> PROBLEM REQUIREMENTS
When you repeat the material, keep each line exact and omit the pictures.

>>>

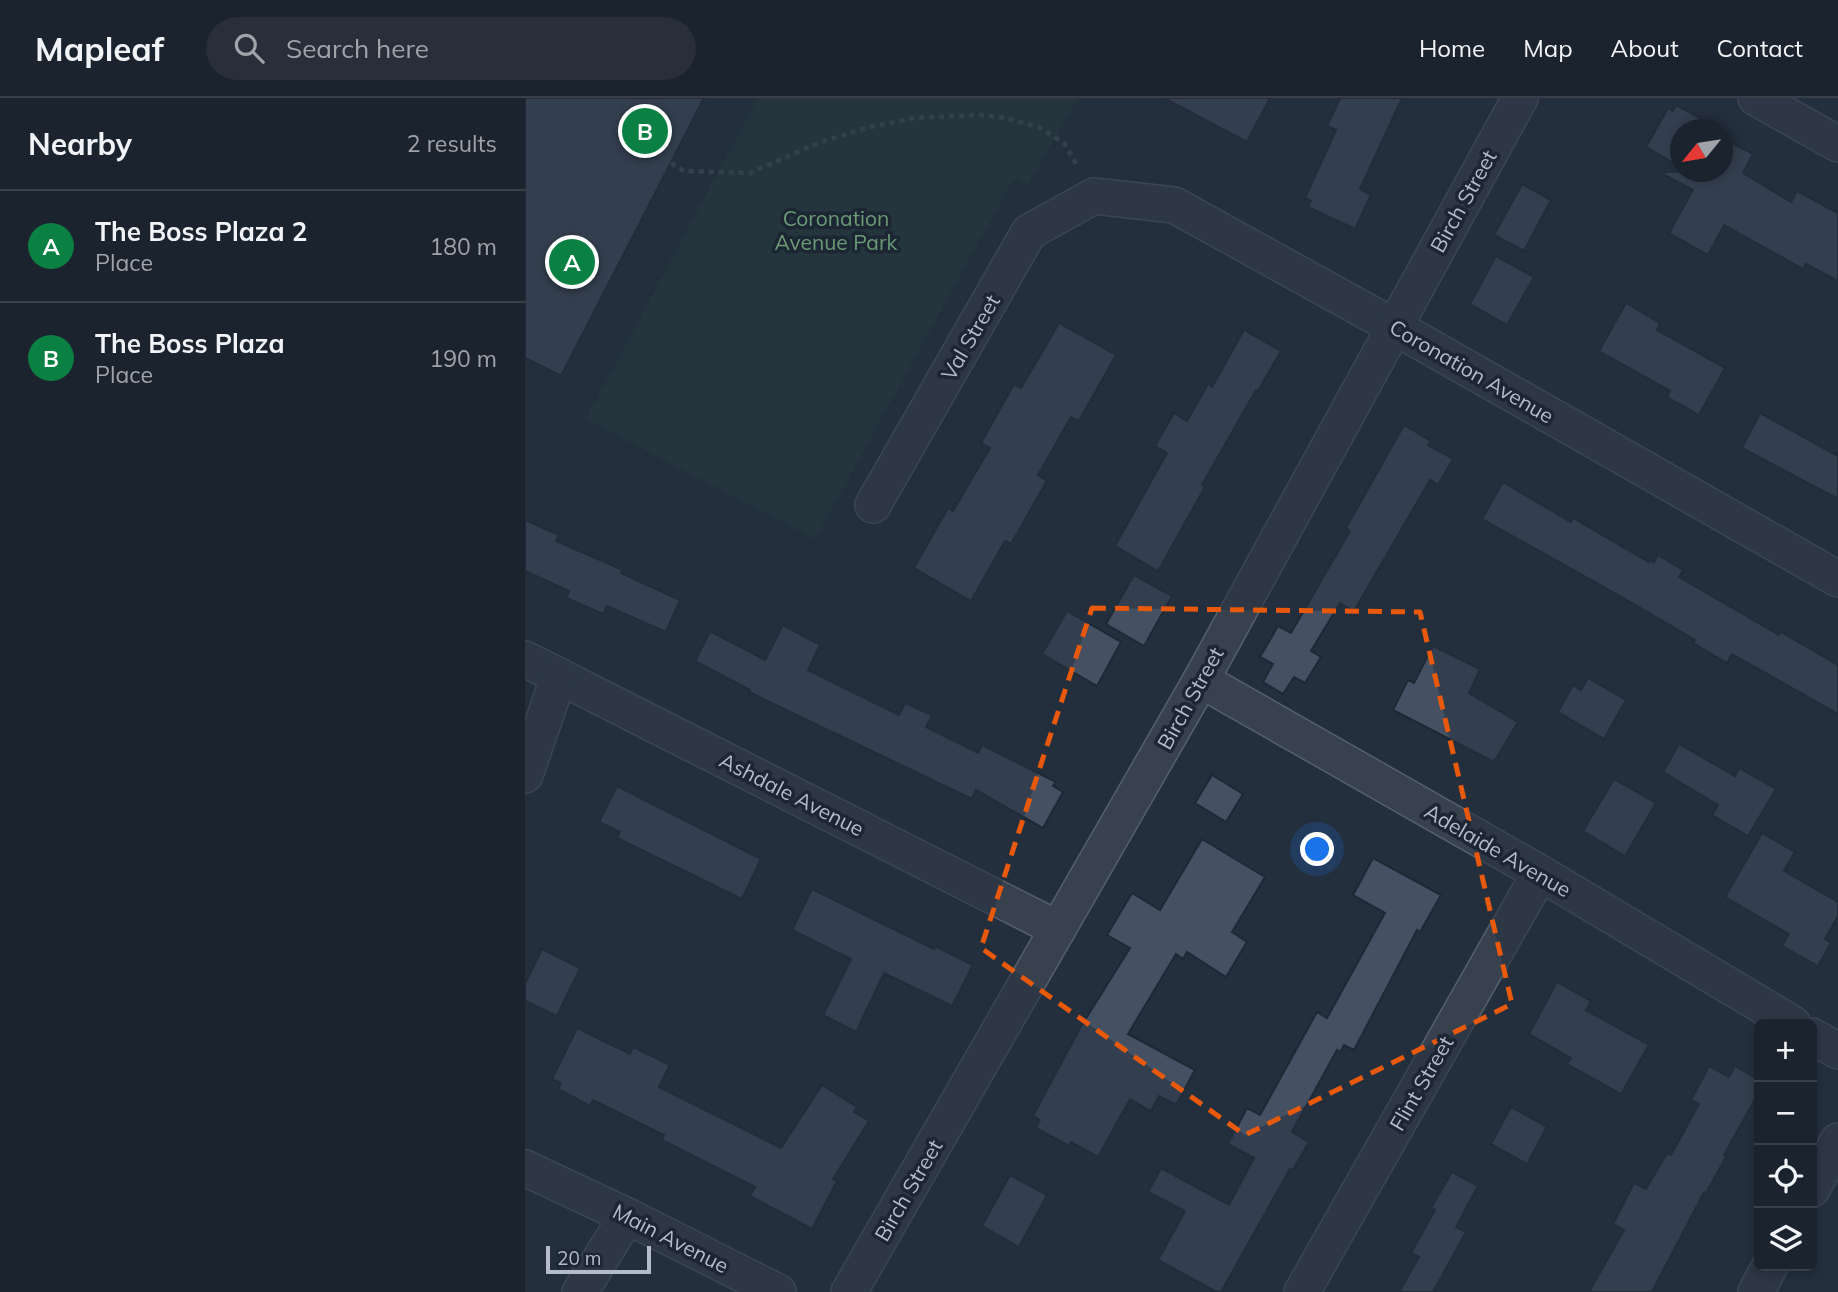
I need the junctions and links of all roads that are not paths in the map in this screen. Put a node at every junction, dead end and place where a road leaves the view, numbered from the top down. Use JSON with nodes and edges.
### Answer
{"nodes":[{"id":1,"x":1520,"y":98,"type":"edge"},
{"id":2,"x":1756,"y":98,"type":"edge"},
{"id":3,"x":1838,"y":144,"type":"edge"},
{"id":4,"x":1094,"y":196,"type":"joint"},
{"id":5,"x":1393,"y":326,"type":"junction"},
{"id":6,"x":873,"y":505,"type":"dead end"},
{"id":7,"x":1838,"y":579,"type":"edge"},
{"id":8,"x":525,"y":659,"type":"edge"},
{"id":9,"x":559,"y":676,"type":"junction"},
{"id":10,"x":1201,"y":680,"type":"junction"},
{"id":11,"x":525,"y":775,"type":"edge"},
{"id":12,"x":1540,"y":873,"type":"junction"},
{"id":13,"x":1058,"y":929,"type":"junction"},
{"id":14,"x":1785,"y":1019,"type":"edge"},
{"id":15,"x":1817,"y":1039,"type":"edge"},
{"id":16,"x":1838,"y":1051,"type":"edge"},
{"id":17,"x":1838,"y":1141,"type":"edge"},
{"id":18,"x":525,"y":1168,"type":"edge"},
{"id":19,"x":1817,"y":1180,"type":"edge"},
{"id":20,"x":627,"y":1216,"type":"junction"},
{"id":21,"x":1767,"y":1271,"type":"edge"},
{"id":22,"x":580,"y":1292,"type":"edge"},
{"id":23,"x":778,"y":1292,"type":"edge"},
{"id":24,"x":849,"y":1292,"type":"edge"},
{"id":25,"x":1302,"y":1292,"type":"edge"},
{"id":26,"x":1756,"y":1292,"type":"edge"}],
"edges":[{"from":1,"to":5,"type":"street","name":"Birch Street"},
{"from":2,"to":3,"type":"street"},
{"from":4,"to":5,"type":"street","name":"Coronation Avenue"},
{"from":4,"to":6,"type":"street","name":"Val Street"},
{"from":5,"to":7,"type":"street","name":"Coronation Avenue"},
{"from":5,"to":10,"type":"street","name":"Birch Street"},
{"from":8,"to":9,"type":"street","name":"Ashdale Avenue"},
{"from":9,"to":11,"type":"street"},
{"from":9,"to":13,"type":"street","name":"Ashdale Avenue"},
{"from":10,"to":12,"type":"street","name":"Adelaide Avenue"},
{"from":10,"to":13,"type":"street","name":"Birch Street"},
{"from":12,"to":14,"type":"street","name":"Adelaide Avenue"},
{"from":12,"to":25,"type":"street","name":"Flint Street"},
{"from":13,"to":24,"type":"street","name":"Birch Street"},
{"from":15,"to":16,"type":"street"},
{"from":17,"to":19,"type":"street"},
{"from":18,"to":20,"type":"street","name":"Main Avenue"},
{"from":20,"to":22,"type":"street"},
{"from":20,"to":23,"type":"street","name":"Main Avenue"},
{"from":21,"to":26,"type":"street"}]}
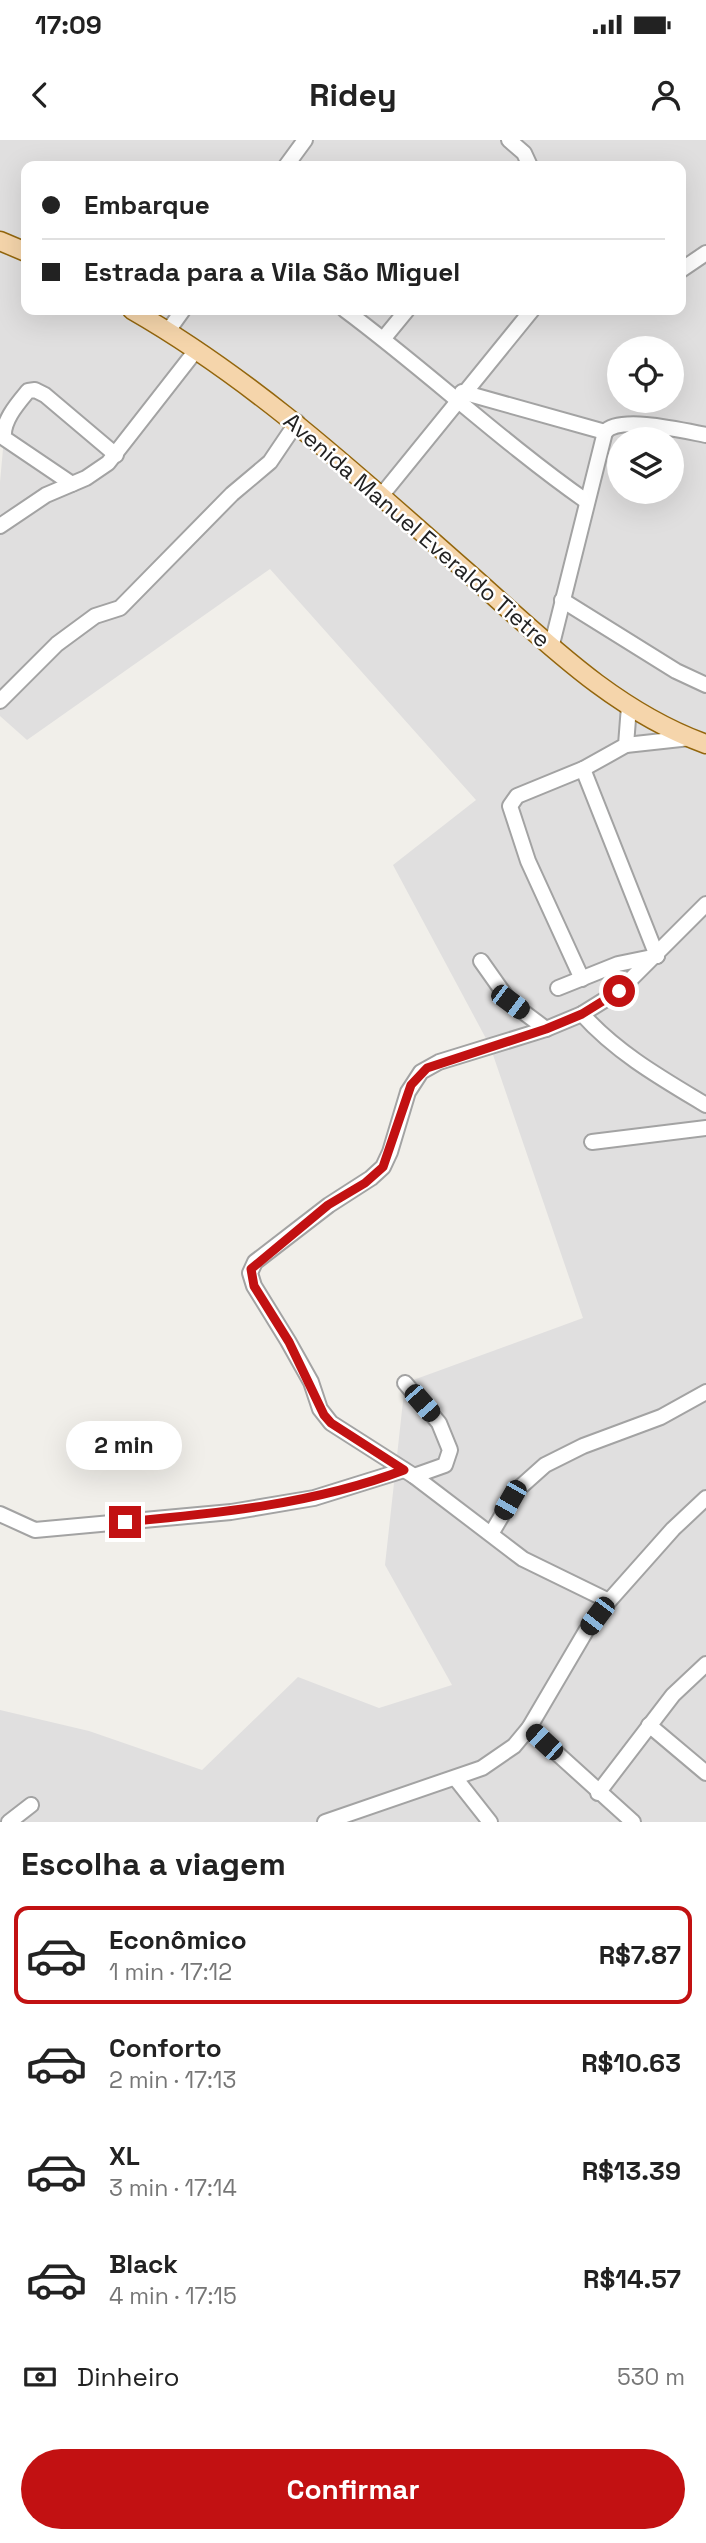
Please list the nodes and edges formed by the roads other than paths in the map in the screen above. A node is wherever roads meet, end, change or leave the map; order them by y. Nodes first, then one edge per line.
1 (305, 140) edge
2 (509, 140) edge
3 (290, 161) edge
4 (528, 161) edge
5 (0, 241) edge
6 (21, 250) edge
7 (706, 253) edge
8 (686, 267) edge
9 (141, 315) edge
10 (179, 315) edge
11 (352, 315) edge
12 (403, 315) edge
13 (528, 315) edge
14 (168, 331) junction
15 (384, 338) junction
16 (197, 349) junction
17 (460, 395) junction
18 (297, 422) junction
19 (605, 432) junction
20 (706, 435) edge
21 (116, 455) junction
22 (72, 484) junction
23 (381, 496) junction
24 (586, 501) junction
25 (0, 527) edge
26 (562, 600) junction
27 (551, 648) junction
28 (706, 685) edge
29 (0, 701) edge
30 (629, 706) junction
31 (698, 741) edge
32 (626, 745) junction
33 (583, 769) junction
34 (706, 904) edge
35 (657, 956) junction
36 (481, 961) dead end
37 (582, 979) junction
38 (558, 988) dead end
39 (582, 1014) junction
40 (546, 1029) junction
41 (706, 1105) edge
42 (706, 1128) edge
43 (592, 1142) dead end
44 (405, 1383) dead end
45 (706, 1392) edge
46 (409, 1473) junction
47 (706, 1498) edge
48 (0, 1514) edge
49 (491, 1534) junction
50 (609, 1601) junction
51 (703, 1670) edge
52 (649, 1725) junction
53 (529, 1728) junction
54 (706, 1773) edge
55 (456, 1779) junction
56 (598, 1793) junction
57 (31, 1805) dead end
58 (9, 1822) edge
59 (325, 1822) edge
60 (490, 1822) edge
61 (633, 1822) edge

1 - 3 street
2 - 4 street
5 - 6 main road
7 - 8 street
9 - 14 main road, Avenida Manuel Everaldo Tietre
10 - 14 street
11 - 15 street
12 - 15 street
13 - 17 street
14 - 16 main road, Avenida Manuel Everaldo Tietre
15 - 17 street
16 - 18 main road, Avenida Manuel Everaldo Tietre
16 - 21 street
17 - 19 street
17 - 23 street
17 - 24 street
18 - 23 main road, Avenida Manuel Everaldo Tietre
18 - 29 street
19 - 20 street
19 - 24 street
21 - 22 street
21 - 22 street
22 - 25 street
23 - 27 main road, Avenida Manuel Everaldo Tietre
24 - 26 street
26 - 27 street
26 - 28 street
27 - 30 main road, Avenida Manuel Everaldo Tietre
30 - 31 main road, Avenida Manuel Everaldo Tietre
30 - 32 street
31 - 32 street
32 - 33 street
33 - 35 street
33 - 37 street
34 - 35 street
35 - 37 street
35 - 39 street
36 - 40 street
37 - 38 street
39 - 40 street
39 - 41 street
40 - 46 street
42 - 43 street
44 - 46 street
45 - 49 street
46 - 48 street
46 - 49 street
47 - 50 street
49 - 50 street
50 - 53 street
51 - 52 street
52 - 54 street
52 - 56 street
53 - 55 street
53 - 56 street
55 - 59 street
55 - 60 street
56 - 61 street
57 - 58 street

<<<

> RESPONSE AREA
I need the junctions and links of all roads that are not paths in the map in this screen. Put a node at every junction, dead end and place where a road leaves the view, numbered from the top down. Use JSON with nodes and edges.
### Answer
{"nodes":[{"id":1,"x":1520,"y":98,"type":"edge"},
{"id":2,"x":1756,"y":98,"type":"edge"},
{"id":3,"x":1838,"y":144,"type":"edge"},
{"id":4,"x":1094,"y":196,"type":"joint"},
{"id":5,"x":1393,"y":326,"type":"junction"},
{"id":6,"x":873,"y":505,"type":"dead end"},
{"id":7,"x":1838,"y":579,"type":"edge"},
{"id":8,"x":525,"y":659,"type":"edge"},
{"id":9,"x":559,"y":676,"type":"junction"},
{"id":10,"x":1201,"y":680,"type":"junction"},
{"id":11,"x":525,"y":775,"type":"edge"},
{"id":12,"x":1540,"y":873,"type":"junction"},
{"id":13,"x":1058,"y":929,"type":"junction"},
{"id":14,"x":1785,"y":1019,"type":"edge"},
{"id":15,"x":1817,"y":1039,"type":"edge"},
{"id":16,"x":1838,"y":1051,"type":"edge"},
{"id":17,"x":1838,"y":1141,"type":"edge"},
{"id":18,"x":525,"y":1168,"type":"edge"},
{"id":19,"x":1817,"y":1180,"type":"edge"},
{"id":20,"x":627,"y":1216,"type":"junction"},
{"id":21,"x":1767,"y":1271,"type":"edge"},
{"id":22,"x":580,"y":1292,"type":"edge"},
{"id":23,"x":778,"y":1292,"type":"edge"},
{"id":24,"x":849,"y":1292,"type":"edge"},
{"id":25,"x":1302,"y":1292,"type":"edge"},
{"id":26,"x":1756,"y":1292,"type":"edge"}],
"edges":[{"from":1,"to":5,"type":"street","name":"Birch Street"},
{"from":2,"to":3,"type":"street"},
{"from":4,"to":5,"type":"street","name":"Coronation Avenue"},
{"from":4,"to":6,"type":"street","name":"Val Street"},
{"from":5,"to":7,"type":"street","name":"Coronation Avenue"},
{"from":5,"to":10,"type":"street","name":"Birch Street"},
{"from":8,"to":9,"type":"street","name":"Ashdale Avenue"},
{"from":9,"to":11,"type":"street"},
{"from":9,"to":13,"type":"street","name":"Ashdale Avenue"},
{"from":10,"to":12,"type":"street","name":"Adelaide Avenue"},
{"from":10,"to":13,"type":"street","name":"Birch Street"},
{"from":12,"to":14,"type":"street","name":"Adelaide Avenue"},
{"from":12,"to":25,"type":"street","name":"Flint Street"},
{"from":13,"to":24,"type":"street","name":"Birch Street"},
{"from":15,"to":16,"type":"street"},
{"from":17,"to":19,"type":"street"},
{"from":18,"to":20,"type":"street","name":"Main Avenue"},
{"from":20,"to":22,"type":"street"},
{"from":20,"to":23,"type":"street","name":"Main Avenue"},
{"from":21,"to":26,"type":"street"}]}
Please list the nodes and edges formed by the roads other than paths in the map in the screen above. A node is wherever roads meet, end, change or leave the map; order them by y. Nodes first, then one edge per line.
1 (305, 140) edge
2 (509, 140) edge
3 (290, 161) edge
4 (528, 161) edge
5 (0, 241) edge
6 (21, 250) edge
7 (706, 253) edge
8 (686, 267) edge
9 (141, 315) edge
10 (179, 315) edge
11 (352, 315) edge
12 (403, 315) edge
13 (528, 315) edge
14 (168, 331) junction
15 (384, 338) junction
16 (197, 349) junction
17 (460, 395) junction
18 (297, 422) junction
19 (605, 432) junction
20 (706, 435) edge
21 (116, 455) junction
22 (72, 484) junction
23 (381, 496) junction
24 (586, 501) junction
25 (0, 527) edge
26 (562, 600) junction
27 (551, 648) junction
28 (706, 685) edge
29 (0, 701) edge
30 (629, 706) junction
31 (698, 741) edge
32 (626, 745) junction
33 (583, 769) junction
34 (706, 904) edge
35 (657, 956) junction
36 (481, 961) dead end
37 (582, 979) junction
38 (558, 988) dead end
39 (582, 1014) junction
40 (546, 1029) junction
41 (706, 1105) edge
42 (706, 1128) edge
43 (592, 1142) dead end
44 (405, 1383) dead end
45 (706, 1392) edge
46 (409, 1473) junction
47 (706, 1498) edge
48 (0, 1514) edge
49 (491, 1534) junction
50 (609, 1601) junction
51 (703, 1670) edge
52 (649, 1725) junction
53 (529, 1728) junction
54 (706, 1773) edge
55 (456, 1779) junction
56 (598, 1793) junction
57 (31, 1805) dead end
58 (9, 1822) edge
59 (325, 1822) edge
60 (490, 1822) edge
61 (633, 1822) edge

1 - 3 street
2 - 4 street
5 - 6 main road
7 - 8 street
9 - 14 main road, Avenida Manuel Everaldo Tietre
10 - 14 street
11 - 15 street
12 - 15 street
13 - 17 street
14 - 16 main road, Avenida Manuel Everaldo Tietre
15 - 17 street
16 - 18 main road, Avenida Manuel Everaldo Tietre
16 - 21 street
17 - 19 street
17 - 23 street
17 - 24 street
18 - 23 main road, Avenida Manuel Everaldo Tietre
18 - 29 street
19 - 20 street
19 - 24 street
21 - 22 street
21 - 22 street
22 - 25 street
23 - 27 main road, Avenida Manuel Everaldo Tietre
24 - 26 street
26 - 27 street
26 - 28 street
27 - 30 main road, Avenida Manuel Everaldo Tietre
30 - 31 main road, Avenida Manuel Everaldo Tietre
30 - 32 street
31 - 32 street
32 - 33 street
33 - 35 street
33 - 37 street
34 - 35 street
35 - 37 street
35 - 39 street
36 - 40 street
37 - 38 street
39 - 40 street
39 - 41 street
40 - 46 street
42 - 43 street
44 - 46 street
45 - 49 street
46 - 48 street
46 - 49 street
47 - 50 street
49 - 50 street
50 - 53 street
51 - 52 street
52 - 54 street
52 - 56 street
53 - 55 street
53 - 56 street
55 - 59 street
55 - 60 street
56 - 61 street
57 - 58 street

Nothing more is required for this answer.